Go through the data from its first line and retype each line, stopping once the line containing "Build a routing" has been retyped.
── Material shown
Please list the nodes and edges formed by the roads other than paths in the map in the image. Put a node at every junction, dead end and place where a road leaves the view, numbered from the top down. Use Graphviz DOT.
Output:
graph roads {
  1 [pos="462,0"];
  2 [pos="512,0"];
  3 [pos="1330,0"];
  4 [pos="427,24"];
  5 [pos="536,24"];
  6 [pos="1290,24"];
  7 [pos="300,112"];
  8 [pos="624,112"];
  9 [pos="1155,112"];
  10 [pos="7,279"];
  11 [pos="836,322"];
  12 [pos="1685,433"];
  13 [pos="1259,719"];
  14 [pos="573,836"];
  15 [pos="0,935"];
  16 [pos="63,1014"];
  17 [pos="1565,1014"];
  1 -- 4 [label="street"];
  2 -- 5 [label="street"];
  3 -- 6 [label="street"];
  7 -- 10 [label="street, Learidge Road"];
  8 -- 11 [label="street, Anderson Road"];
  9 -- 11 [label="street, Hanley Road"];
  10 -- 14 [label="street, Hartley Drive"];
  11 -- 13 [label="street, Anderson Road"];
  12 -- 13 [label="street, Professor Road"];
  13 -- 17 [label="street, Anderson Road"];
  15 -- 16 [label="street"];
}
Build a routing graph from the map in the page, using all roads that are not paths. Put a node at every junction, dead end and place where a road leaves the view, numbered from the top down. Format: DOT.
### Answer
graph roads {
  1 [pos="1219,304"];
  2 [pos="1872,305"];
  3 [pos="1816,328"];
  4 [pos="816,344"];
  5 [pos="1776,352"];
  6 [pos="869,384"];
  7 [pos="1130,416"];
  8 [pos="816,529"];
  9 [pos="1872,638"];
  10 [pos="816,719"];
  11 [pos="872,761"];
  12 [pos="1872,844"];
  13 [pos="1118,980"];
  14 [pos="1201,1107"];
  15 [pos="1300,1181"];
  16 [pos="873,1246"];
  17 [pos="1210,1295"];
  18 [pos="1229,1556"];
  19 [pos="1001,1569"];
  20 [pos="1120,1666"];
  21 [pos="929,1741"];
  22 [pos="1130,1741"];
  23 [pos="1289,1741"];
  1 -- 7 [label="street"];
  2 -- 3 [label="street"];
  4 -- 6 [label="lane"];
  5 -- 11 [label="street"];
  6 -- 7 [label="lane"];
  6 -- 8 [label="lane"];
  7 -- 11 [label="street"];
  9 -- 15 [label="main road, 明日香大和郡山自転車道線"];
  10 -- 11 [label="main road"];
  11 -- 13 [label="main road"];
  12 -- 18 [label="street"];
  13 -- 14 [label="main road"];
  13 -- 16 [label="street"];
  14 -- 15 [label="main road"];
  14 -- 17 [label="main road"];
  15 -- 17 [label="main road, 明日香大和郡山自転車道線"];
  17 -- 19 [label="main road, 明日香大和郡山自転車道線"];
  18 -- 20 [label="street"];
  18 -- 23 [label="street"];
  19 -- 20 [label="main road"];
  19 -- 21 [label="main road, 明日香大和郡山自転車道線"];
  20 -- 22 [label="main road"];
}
────
▶ Solution to this task
Please list the nodes and edges formed by the roads other than paths in the map in the image. Put a node at every junction, dead end and place where a road leaves the view, numbered from the top down. Use Graphviz DOT.
Output:
graph roads {
  1 [pos="462,0"];
  2 [pos="512,0"];
  3 [pos="1330,0"];
  4 [pos="427,24"];
  5 [pos="536,24"];
  6 [pos="1290,24"];
  7 [pos="300,112"];
  8 [pos="624,112"];
  9 [pos="1155,112"];
  10 [pos="7,279"];
  11 [pos="836,322"];
  12 [pos="1685,433"];
  13 [pos="1259,719"];
  14 [pos="573,836"];
  15 [pos="0,935"];
  16 [pos="63,1014"];
  17 [pos="1565,1014"];
  1 -- 4 [label="street"];
  2 -- 5 [label="street"];
  3 -- 6 [label="street"];
  7 -- 10 [label="street, Learidge Road"];
  8 -- 11 [label="street, Anderson Road"];
  9 -- 11 [label="street, Hanley Road"];
  10 -- 14 [label="street, Hartley Drive"];
  11 -- 13 [label="street, Anderson Road"];
  12 -- 13 [label="street, Professor Road"];
  13 -- 17 [label="street, Anderson Road"];
  15 -- 16 [label="street"];
}
Build a routing graph from the map in the page, using all roads that are not paths. Put a node at every junction, dead end and place where a road leaves the view, numbered from the top down. Format: DOT.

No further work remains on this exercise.